BORDER PATROL: Riding Herd On Cattle Or Sheep Made Easier With Four-Legged Friends
December 17, 2006 |

It was a dog day afternoon on James Thomas’ back porch in Slocomb, a back porch he shared with two friends, two border collies, and a common love for one of America’s shaggiest herders.”These border collies are the smartest dogs in the world,” Herschell Nelson, a 64-year-old retired helicopter mechanic from Opp, declared as he thumped the cover of the book, “The Intelligence of Dogs,” by Stanley Coren. “This was written by a man who didn’t have border collies, but he studied dogs and he knows how intelligent they were.

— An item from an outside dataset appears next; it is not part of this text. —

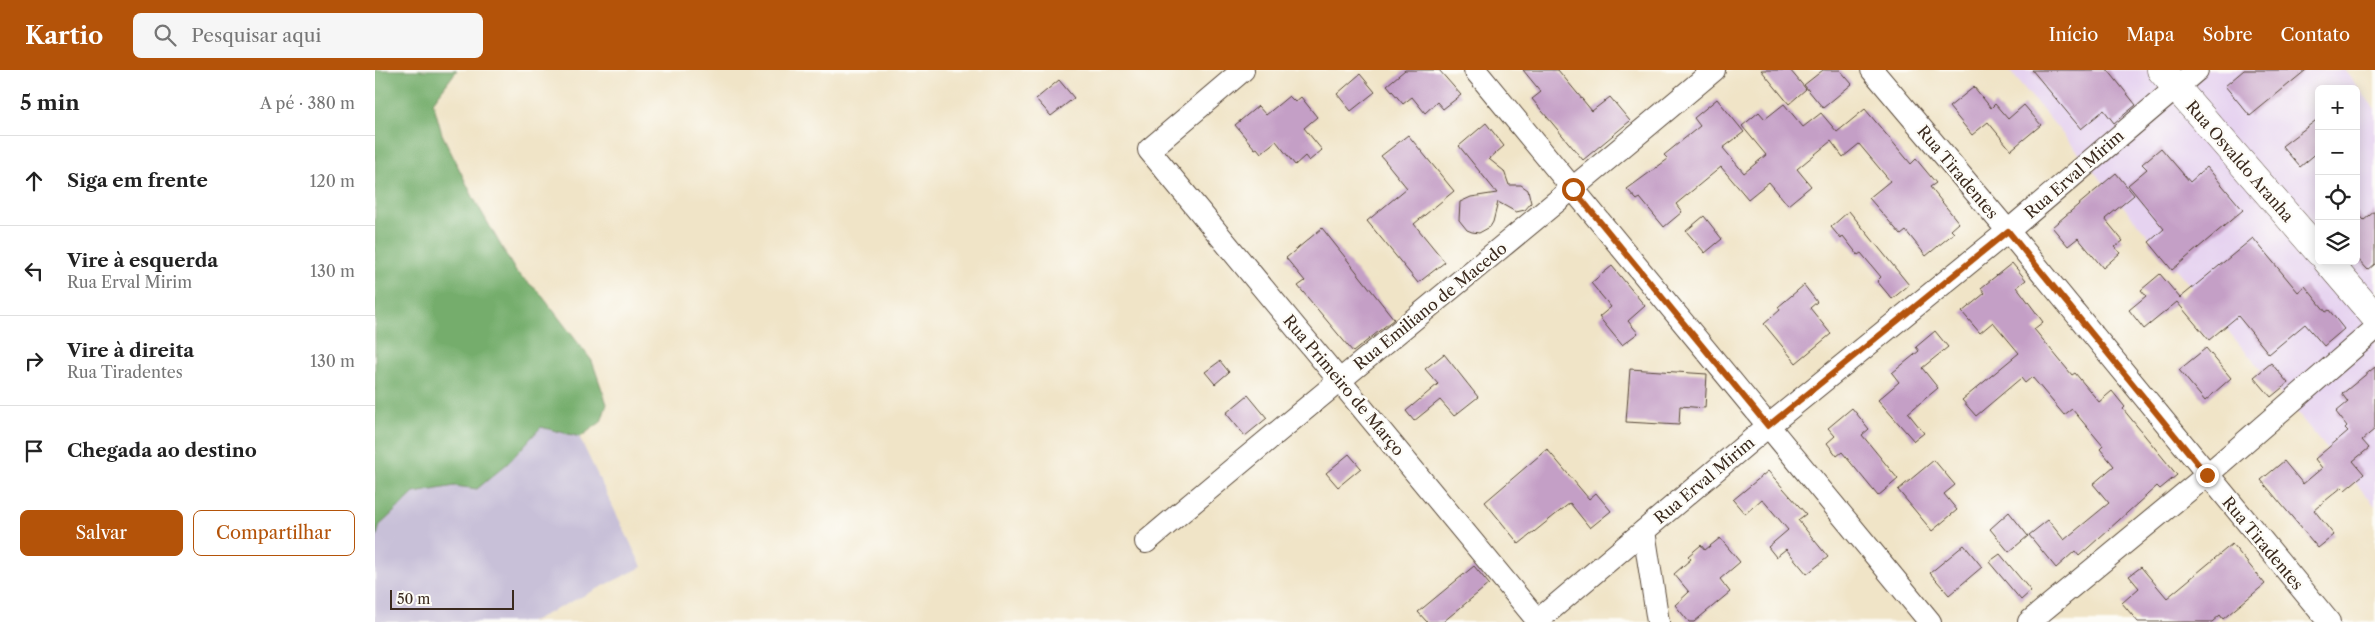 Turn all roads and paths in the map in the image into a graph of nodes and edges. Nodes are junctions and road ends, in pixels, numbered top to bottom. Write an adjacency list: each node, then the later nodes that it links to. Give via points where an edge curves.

Of course, people who have them already know that.””I’ve had Australian shepherds and blue heelers,” chimed in Donnie Pool of DeFuniak Springs, Fla., “but as far as natural ability and herding instinct, you can’t beat a border collie, especially if the breeding is right.””We don’t want to make anybody mad now,” said Thomas with a laugh. “We don’t want to downgrade anybody else’s dogs.”Even so, it’s hard to refute Coren’s findings — when it comes to fast learners, border collies may very well be the pick o’ the litter. “It doesn’t take as much time to train them as people think,” said Nelson, who trains his own dogs to compete in open trials. “You can work 10 or 15 minutes every day — you can even skip a day — and if you do the right thing, you’d be surprised at how much they’ll learn.”Of course, you’ve got to know how and what to teach them. For that, there are books, tapes, videos and trainers like Thomas, who put a dozen dogs through his 30-day training program last year at Valley Border Collies.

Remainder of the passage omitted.